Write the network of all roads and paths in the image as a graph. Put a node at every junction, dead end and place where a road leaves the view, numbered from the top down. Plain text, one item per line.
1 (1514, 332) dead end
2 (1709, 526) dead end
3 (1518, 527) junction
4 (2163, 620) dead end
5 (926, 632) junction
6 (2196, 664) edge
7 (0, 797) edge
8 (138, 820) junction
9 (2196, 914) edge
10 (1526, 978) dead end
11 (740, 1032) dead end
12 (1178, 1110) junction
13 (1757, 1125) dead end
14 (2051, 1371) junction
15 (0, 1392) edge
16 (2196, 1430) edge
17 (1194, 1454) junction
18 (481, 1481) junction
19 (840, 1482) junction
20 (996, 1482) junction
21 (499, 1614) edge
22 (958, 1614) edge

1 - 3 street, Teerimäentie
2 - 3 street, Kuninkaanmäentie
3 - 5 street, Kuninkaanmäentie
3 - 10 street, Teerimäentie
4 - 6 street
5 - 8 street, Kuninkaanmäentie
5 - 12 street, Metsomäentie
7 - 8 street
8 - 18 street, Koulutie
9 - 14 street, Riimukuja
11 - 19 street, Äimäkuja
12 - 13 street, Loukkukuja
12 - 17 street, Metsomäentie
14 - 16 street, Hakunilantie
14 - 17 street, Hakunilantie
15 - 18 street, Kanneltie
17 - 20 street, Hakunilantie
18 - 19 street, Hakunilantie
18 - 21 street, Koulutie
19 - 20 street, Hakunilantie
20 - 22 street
※ ※ ※
Problem statement - Would you show each line of the material above that contains the string "Koulutie"?

Problem solution -
8 - 18 street, Koulutie
18 - 21 street, Koulutie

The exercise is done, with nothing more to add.